I was surrounded by smiles and laughter, friendliness, affection. The delightful warmth was washing over me, like a pleasant lake, tickling my toes, inviting me to come in further. People waved greetings, asked me how I was. I was walking around by myself but didn't feel alone. Did I know these people somehow?
We were set within the backdrop of exquisite London, the beautiful city of old and new, the heart of our collective imagination, the classic, elegant architecture and the grand historic Mall. It was impossible not to be affected and moved by the beauty of all these elements.
Then, the precise performance of six military bands, the blaring of trumpets, the perfectly timed clicks of horses hooves, the polite policeman quietly keeping order, the sun beaming, all so perfectly executed, so carefully executed with evident pride.
This crowd were not passive participants, they laughed heartily at the antics and costumes of each other, they applauded the marching bands, they enthusiastically cheered the procession, they sang loudly with great spirit during the service, they fell to complete respectful silence as the couple spoke their vows, then rancorous cheering and yelling of good wishes, then the peeling of bells ringing through the streets.
Any wedding is a happy event, the best ones are inspiring and uplifting, as this one certainly was. This wedding seemed to embody and reflect many emotional matters, primarily related to connection.
Like all weddings, this wedding was about connecting two people and their two families. This wedding also connected people from around the world with each other. It brought people together literally and figuratively. This wedding linked the history of Englands' past to its present and to its future. This wedding helped reconnect the British people to their country and rekindled their pride about what their country does so well.
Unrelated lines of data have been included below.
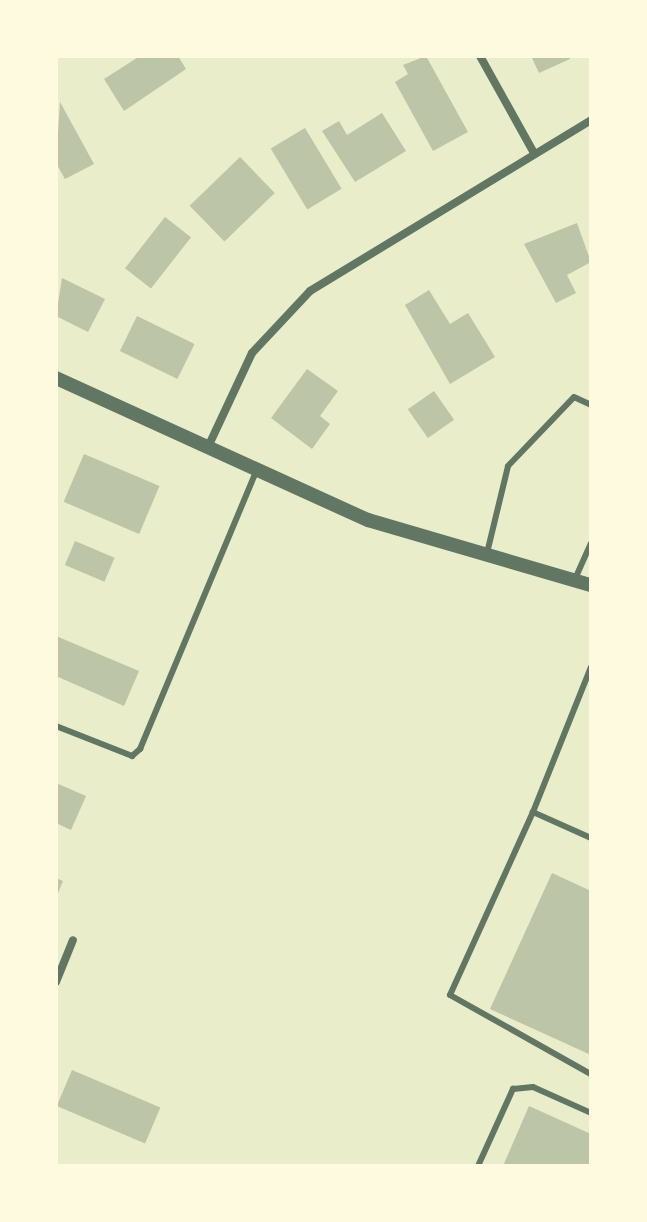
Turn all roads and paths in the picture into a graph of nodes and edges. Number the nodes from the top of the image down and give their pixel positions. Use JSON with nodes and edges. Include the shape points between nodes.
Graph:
{"nodes":[{"id":1,"x":480,"y":56,"type":"edge"},
{"id":2,"x":591,"y":120,"type":"edge"},
{"id":3,"x":534,"y":153,"type":"junction"},
{"id":4,"x":56,"y":378,"type":"edge"},
{"id":5,"x":591,"y":405,"type":"edge"},
{"id":6,"x":208,"y":447,"type":"junction"},
{"id":7,"x":257,"y":469,"type":"junction"},
{"id":8,"x":591,"y":543,"type":"edge"},
{"id":9,"x":486,"y":556,"type":"junction"},
{"id":10,"x":575,"y":579,"type":"junction"},
{"id":11,"x":591,"y":585,"type":"edge"},
{"id":12,"x":591,"y":667,"type":"edge"},
{"id":13,"x":56,"y":726,"type":"edge"},
{"id":14,"x":533,"y":812,"type":"junction"},
{"id":15,"x":591,"y":838,"type":"edge"},
{"id":16,"x":73,"y":940,"type":"dead end"},
{"id":17,"x":56,"y":982,"type":"edge"},
{"id":18,"x":591,"y":1074,"type":"edge"},
{"id":19,"x":591,"y":1113,"type":"edge"},
{"id":20,"x":478,"y":1166,"type":"edge"}],
"edges":[{"from":1,"to":3,"type":"street"},
{"from":2,"to":3,"type":"street"},
{"from":3,"to":6,"type":"street","via":[[310,291],[252,353]]},
{"from":4,"to":6,"type":"street"},
{"from":5,"to":9,"type":"lane","via":[[574,397],[508,466]]},
{"from":6,"to":7,"type":"street"},
{"from":7,"to":9,"type":"street","via":[[368,520]]},
{"from":7,"to":13,"type":"lane","via":[[140,749],[132,756]]},
{"from":8,"to":10,"type":"lane"},
{"from":9,"to":10,"type":"street"},
{"from":10,"to":11,"type":"street"},
{"from":12,"to":14,"type":"lane"},
{"from":14,"to":15,"type":"lane"},
{"from":14,"to":18,"type":"lane","via":[[450,995]]},
{"from":16,"to":17,"type":"street"},
{"from":19,"to":20,"type":"lane","via":[[533,1087],[513,1089]]}]}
They may have lost the empire, but no one in the world does THIS better. This wedding both reflected and reduced class distinctions in British society. This may mean little to Americans but is a powerful change in the social fabric of England, which is forever altered.
This wedding blended rich pageantry rooted in ancient history with two modern people who were strong enough to assert their individuality within this massive historic spectacle. The couple very
intentionally crafted this event to fit their own preferences and personalities and they discarded stuffy protocol, and in so doing updated the old monarchy, enhancing its connection to present life.
This wedding was also very much connected to the deceased Dianna. This link was felt by people around the world as well as of course, by her family, who evoked her image repeatedly. Diana's spirit was felt everywhere in London and for the first time since her death, she was publicly mourned and remembered again en mass. Dianna's spirit is connected to this marriage and is secured in the future of the country too, as William's wife will be wearing Diana's ring when she one day becomes the queen. One man told me he felt the British people could now end their grieving period for Dianna, now move on knowing that Dianna's son will carry on her legacy not only into his own life but also into the future for the people too. Her burial at Althorp seemed too removed. The "People's Princess" can be felt to reside within the present and future monarchy. The headline the day before the wedding in "The Sun" read "Mum would be so proud". a sentiment widely shared.
My conclusion from witnessing royal wedding fever is simply that the unity and positivity present can only be a force of goodness.